The Internet is the nervous system of the 21st century and it connects everything and everyone I love on Earth, and so I want hope to give me the energy to kick for all of it.
We have given rise to a race of post-human, immortal, uncaring superbeings, called transnational corporations. We humans are their gut-flora, tolerated so long as we help them get on with their metabolic processes, but treated as pathogens when we threaten their well-being.
Historically, rulers have plumped for wealth redistribution to create social stability – because social services, mercy and kindness were cheaper than the guard-labor and surveillance necessary to get the same quantum of stability.

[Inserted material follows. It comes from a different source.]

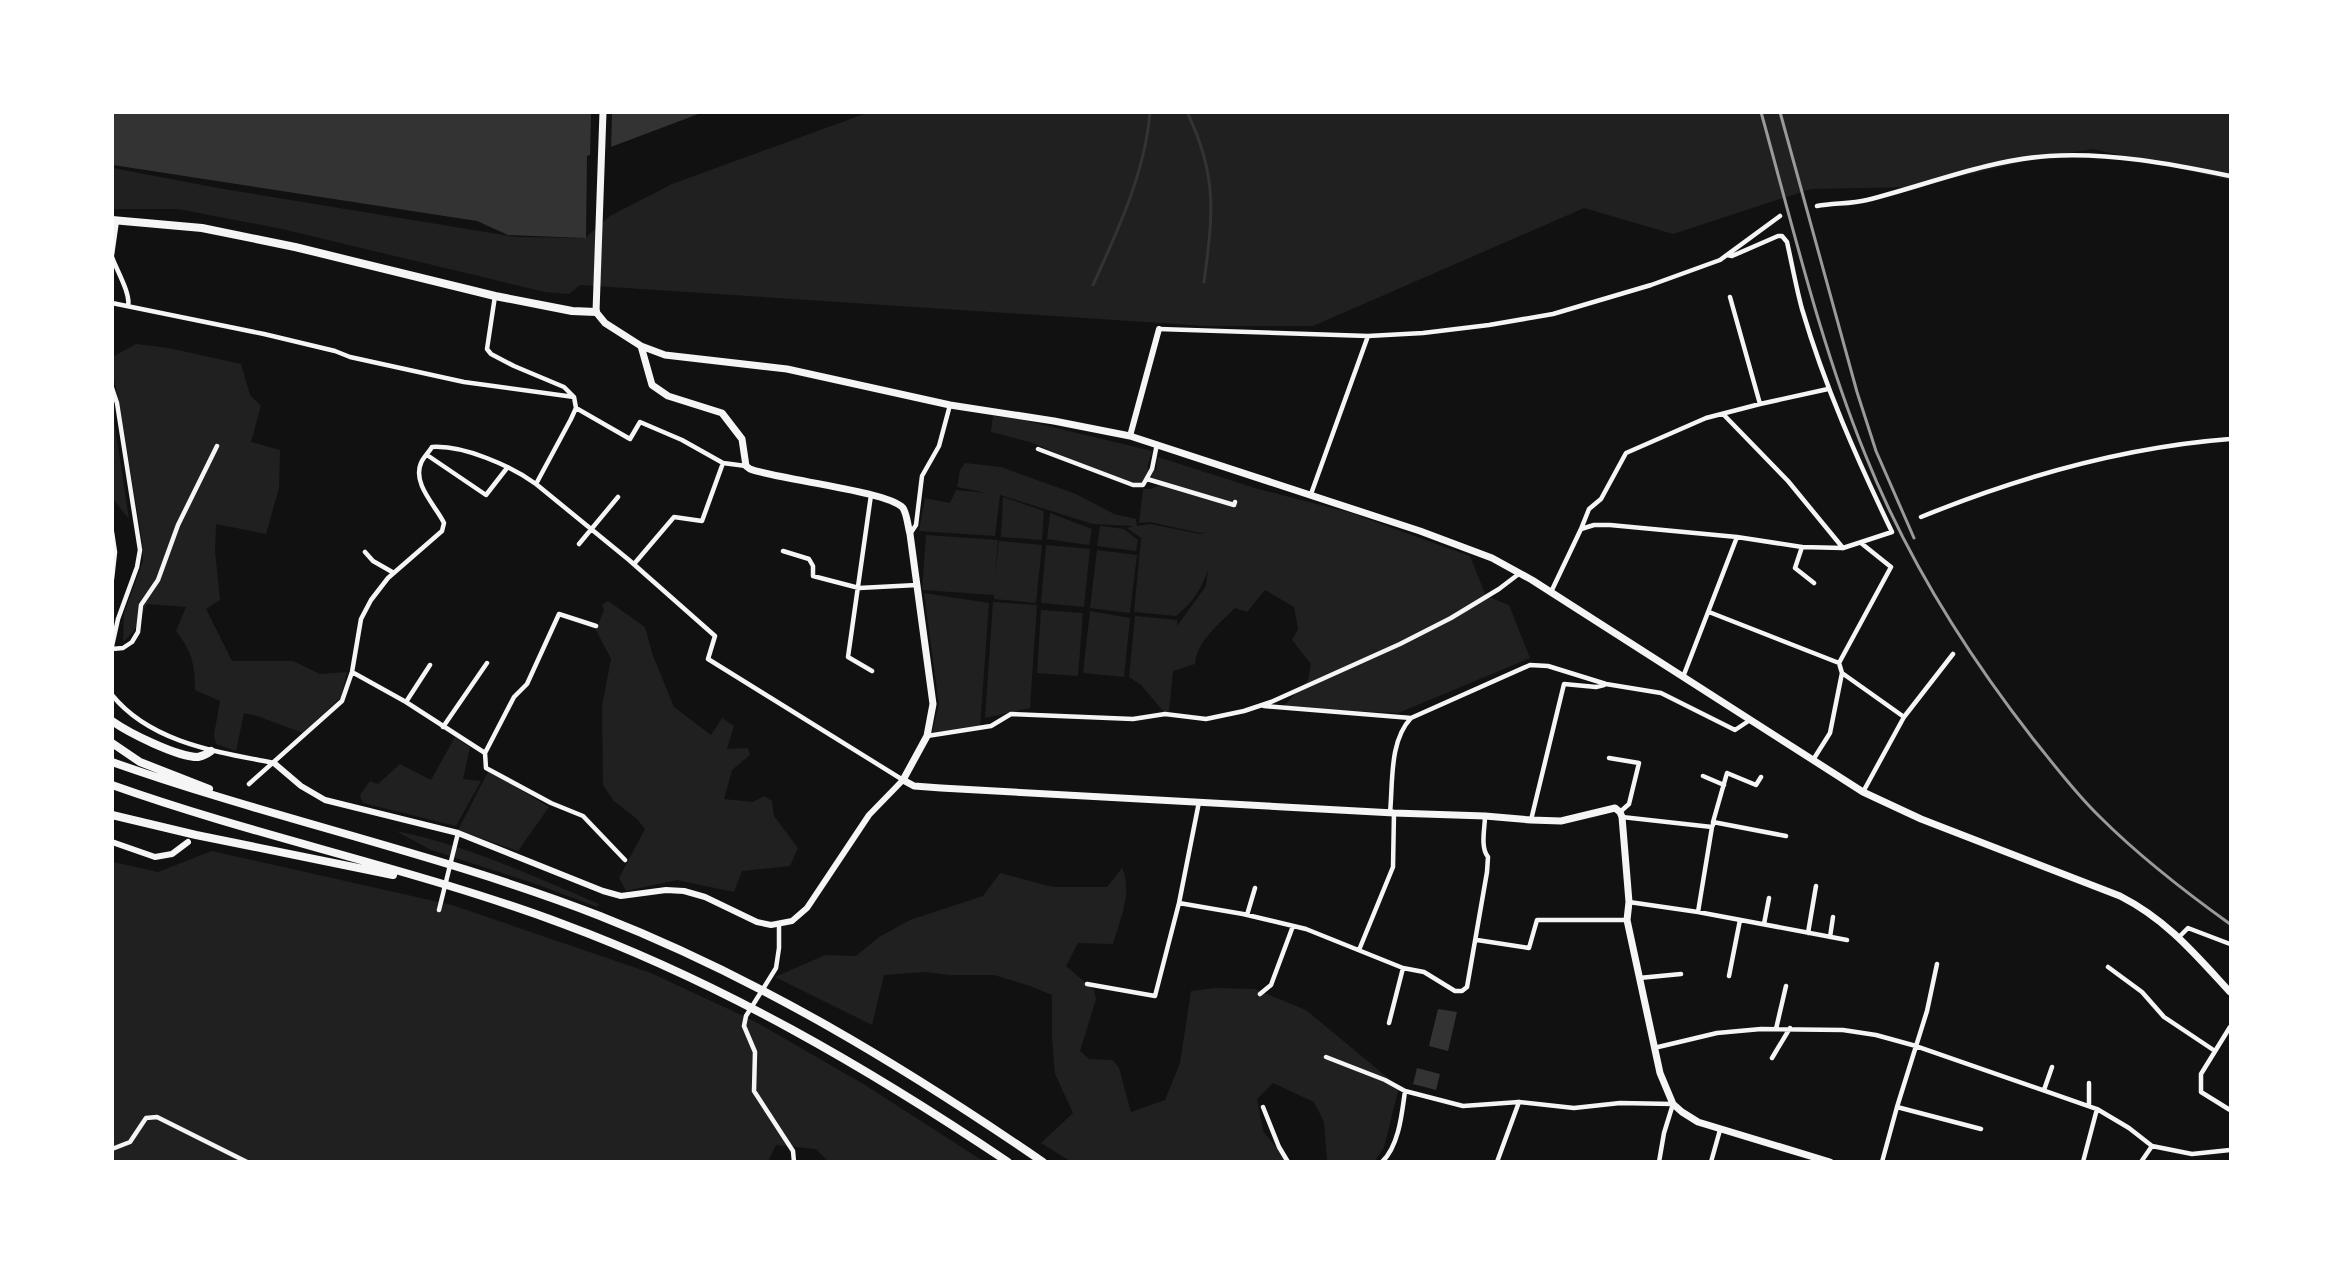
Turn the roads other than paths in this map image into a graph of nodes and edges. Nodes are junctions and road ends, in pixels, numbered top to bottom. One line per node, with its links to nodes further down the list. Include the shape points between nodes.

Technology has automated surveillance and retribution to a terrifying degree, and we are now living its consequences: a monied elite that has taken off the gloves and uses surveillance and militarised policing in place of social justice and basic fairness. It’s hard to be optimistic in the Thomas Piketty Singularity.
It’s easy to be pessimistic when our entertainment technology becomes a means to both total surveillance and automated, algorithmically assigned guilt – we have discovered that we don’t have to choose between Orwell and Kafka, we can have both! And what’s more, we can get there by way of Huxley!
But Huxley, Orwell and Kafka didn’t take away hope, they gave it to us. They gave us the words to describe the present (not the future, though the present is the moment at which the past becomes the future, so they’re related). They gave us the cognitive tools to conduct the argument about the society we want to build, how we want our technology to serve us.